§ **Your assignment**:
Look for the word "main" in the data below, and copy every line that holds it.

§ **Dataset content**:
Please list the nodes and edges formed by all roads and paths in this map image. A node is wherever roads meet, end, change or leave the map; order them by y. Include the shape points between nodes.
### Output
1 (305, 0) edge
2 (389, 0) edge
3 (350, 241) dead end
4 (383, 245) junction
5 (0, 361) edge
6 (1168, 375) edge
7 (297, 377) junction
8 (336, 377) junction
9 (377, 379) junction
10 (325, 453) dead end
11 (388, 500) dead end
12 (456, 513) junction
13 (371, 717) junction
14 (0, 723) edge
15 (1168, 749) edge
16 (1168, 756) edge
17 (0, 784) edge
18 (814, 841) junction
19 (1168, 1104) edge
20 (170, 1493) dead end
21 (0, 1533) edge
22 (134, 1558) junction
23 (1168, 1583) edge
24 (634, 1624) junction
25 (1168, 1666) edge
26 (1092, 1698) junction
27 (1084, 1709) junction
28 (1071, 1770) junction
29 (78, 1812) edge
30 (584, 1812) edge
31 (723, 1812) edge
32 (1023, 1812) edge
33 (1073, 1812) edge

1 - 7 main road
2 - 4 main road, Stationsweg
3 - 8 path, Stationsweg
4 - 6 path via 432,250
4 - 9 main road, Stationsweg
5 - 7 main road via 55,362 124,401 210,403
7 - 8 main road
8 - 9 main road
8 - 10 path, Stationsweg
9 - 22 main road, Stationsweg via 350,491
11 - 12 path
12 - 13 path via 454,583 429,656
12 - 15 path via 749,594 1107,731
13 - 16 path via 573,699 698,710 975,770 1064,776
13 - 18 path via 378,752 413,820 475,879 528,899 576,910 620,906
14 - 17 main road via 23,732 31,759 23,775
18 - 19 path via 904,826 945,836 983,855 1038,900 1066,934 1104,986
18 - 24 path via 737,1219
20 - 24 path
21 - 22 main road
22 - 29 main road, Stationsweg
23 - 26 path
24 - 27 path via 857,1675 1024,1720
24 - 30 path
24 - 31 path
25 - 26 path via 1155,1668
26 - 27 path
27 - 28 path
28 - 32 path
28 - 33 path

§ **Result for this exercise**:
1 - 7 main road
2 - 4 main road, Stationsweg
4 - 9 main road, Stationsweg
5 - 7 main road via 55,362 124,401 210,403
7 - 8 main road
8 - 9 main road
9 - 22 main road, Stationsweg via 350,491
14 - 17 main road via 23,732 31,759 23,775
21 - 22 main road
22 - 29 main road, Stationsweg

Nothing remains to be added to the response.